Follow-the-Regularized-Leader Routes to Chaos in Routing Games
This reveals fundamental instability issues in learning algorithms for game theory, with implications for multi-agent systems and traffic routing, though it is incremental by generalizing prior results on Multiplicative Weights Update.
The paper investigates how Follow-the-Regularized-Leader dynamics in congestion games can lead to chaotic behavior, showing that increasing population size or cost scales causes instability and chaos, even with stable Nash equilibria present, while time averages still converge to equilibrium.
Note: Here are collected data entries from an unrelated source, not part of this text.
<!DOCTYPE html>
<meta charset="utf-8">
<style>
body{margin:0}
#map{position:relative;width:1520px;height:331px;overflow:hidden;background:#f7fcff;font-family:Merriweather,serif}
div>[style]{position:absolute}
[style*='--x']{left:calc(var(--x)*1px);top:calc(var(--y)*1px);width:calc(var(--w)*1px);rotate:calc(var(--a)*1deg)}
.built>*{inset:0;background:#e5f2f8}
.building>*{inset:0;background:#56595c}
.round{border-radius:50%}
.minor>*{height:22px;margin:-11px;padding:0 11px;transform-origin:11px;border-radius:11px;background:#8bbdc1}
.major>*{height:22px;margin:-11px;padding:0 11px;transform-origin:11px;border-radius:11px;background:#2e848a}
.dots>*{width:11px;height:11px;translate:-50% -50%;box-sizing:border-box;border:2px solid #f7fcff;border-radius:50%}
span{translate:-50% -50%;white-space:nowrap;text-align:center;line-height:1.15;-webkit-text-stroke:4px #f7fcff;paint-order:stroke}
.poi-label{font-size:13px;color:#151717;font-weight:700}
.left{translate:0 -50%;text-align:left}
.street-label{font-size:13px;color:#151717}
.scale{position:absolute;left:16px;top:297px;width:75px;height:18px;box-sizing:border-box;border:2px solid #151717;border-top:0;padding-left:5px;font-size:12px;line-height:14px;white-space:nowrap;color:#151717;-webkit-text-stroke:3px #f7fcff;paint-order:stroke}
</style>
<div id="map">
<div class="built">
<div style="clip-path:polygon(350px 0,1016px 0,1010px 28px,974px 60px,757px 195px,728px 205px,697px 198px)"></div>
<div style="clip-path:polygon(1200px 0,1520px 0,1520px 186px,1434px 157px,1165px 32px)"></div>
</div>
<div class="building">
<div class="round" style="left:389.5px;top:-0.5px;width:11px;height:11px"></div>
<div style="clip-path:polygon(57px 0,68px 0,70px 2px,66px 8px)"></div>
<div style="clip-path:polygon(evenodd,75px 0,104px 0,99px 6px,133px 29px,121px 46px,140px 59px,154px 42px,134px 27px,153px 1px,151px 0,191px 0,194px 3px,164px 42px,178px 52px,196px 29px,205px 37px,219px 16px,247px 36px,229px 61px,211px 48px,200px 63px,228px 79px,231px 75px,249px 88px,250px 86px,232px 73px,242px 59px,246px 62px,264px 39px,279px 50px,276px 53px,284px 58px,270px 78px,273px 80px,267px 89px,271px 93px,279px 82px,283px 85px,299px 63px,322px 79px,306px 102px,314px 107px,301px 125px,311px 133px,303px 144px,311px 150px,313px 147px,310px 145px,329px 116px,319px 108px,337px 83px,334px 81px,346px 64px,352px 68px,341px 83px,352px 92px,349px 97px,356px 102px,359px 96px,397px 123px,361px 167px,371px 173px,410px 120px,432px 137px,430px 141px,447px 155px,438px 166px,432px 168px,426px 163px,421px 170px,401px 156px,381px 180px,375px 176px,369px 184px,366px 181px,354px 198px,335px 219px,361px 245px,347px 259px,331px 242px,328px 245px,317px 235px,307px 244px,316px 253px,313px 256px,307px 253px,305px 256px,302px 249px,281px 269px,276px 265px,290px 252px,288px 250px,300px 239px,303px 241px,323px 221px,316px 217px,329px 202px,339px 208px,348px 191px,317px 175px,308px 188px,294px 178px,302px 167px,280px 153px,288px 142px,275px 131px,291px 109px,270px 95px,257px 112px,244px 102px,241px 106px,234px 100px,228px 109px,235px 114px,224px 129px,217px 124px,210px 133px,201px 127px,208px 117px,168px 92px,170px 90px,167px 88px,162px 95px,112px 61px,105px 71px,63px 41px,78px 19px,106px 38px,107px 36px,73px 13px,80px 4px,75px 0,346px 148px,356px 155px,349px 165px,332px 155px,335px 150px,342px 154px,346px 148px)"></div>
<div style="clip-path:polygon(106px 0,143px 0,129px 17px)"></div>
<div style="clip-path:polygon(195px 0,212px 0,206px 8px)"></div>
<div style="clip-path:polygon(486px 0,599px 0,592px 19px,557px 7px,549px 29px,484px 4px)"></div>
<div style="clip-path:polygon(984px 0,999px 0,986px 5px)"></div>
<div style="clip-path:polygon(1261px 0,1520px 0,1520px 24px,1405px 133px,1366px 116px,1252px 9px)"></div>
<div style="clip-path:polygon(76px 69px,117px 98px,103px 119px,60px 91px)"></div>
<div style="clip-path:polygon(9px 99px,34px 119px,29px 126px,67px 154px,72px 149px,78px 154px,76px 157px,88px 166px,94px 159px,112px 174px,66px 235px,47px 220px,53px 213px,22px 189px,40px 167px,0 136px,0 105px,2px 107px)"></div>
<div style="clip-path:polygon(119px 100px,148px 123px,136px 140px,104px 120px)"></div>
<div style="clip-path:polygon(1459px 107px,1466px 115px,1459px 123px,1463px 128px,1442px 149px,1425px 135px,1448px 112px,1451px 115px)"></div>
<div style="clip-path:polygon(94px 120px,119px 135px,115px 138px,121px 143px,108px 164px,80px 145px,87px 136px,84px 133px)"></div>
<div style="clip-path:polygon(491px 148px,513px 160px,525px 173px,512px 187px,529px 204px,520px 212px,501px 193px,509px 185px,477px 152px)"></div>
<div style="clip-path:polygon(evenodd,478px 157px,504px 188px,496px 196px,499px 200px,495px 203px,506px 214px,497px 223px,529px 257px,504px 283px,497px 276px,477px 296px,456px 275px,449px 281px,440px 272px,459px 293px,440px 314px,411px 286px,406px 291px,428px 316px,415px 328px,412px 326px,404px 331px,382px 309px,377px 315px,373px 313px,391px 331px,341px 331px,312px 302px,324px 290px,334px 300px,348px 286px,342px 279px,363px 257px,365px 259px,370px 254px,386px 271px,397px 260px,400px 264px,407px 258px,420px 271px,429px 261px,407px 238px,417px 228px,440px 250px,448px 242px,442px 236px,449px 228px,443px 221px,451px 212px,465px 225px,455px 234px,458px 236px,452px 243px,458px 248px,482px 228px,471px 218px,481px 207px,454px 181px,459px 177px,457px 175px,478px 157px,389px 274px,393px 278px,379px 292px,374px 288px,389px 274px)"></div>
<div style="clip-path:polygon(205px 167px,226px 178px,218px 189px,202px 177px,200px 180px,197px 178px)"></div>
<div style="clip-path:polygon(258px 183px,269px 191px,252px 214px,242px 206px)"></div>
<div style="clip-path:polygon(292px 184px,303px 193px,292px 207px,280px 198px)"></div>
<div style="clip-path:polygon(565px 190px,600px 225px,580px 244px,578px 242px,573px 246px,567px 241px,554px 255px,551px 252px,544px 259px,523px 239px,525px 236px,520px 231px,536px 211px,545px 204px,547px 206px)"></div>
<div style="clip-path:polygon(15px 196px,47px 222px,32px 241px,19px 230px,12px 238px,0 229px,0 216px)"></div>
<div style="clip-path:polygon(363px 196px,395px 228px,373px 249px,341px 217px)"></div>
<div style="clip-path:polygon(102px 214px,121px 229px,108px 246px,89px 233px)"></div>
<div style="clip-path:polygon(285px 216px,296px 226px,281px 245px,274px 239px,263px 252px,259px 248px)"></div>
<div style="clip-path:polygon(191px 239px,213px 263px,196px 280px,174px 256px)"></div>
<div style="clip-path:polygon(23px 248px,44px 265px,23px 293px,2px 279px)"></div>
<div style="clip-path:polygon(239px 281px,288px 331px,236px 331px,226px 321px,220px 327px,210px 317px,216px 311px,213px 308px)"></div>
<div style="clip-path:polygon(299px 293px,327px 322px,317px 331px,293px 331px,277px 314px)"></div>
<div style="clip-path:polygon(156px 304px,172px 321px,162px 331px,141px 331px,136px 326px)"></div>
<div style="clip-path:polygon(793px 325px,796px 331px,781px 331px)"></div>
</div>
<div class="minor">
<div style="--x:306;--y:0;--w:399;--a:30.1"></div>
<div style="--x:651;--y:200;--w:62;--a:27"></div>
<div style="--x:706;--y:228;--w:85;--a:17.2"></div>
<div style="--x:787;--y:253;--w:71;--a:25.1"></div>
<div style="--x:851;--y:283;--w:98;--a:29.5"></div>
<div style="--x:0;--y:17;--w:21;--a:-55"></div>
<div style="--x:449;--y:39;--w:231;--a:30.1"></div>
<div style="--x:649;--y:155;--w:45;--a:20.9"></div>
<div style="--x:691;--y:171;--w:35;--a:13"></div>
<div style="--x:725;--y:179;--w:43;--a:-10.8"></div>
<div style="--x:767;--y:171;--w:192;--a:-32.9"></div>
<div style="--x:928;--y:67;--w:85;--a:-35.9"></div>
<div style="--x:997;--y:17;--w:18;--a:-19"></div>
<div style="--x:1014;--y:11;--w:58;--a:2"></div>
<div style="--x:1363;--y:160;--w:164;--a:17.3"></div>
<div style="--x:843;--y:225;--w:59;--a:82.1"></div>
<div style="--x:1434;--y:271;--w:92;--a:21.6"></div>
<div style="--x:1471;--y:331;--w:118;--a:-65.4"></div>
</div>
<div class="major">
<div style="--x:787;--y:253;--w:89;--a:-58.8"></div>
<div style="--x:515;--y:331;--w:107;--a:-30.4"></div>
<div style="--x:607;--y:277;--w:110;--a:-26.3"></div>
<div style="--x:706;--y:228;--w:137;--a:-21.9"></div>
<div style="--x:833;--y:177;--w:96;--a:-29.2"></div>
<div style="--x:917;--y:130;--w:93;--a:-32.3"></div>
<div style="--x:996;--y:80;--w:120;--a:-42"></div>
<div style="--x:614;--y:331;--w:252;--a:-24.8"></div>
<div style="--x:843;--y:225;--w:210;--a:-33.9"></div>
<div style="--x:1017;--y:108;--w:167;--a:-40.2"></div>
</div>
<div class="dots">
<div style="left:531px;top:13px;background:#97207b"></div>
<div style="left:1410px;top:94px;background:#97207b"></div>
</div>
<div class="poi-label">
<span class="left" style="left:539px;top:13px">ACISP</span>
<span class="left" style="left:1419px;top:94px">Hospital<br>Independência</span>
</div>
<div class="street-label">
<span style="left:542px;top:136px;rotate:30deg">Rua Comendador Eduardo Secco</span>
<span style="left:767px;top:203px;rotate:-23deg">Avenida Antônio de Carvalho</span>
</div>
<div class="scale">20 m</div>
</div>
We study the emergence of chaotic behavior of Follow-the-Regularized Leader (FoReL) dynamics in games. We focus on the effects of increasing the population size or the scale of costs in congestion games, and generalize recent results on unstable, chaotic behaviors in the Multiplicative Weights Update dynamics to a much larger class of FoReL dynamics. We establish that, even in simple linear non-atomic congestion games with two parallel links and any fixed learning rate, unless the game is fully symmetric, increasing the population size or the scale of costs causes learning dynamics to become unstable and eventually chaotic, in the sense of Li-Yorke and positive topological entropy. Furthermore, we show the existence of novel non-standard phenomena such as the coexistence of stable Nash equilibria and chaos in the same game. We also observe the simultaneous creation of a chaotic attractor as another chaotic attractor gets destroyed. Lastly, although FoReL dynamics can be strange and non-equilibrating, we prove that the time average still converges to an exact equilibrium for any choice of learning rate and any scale of costs.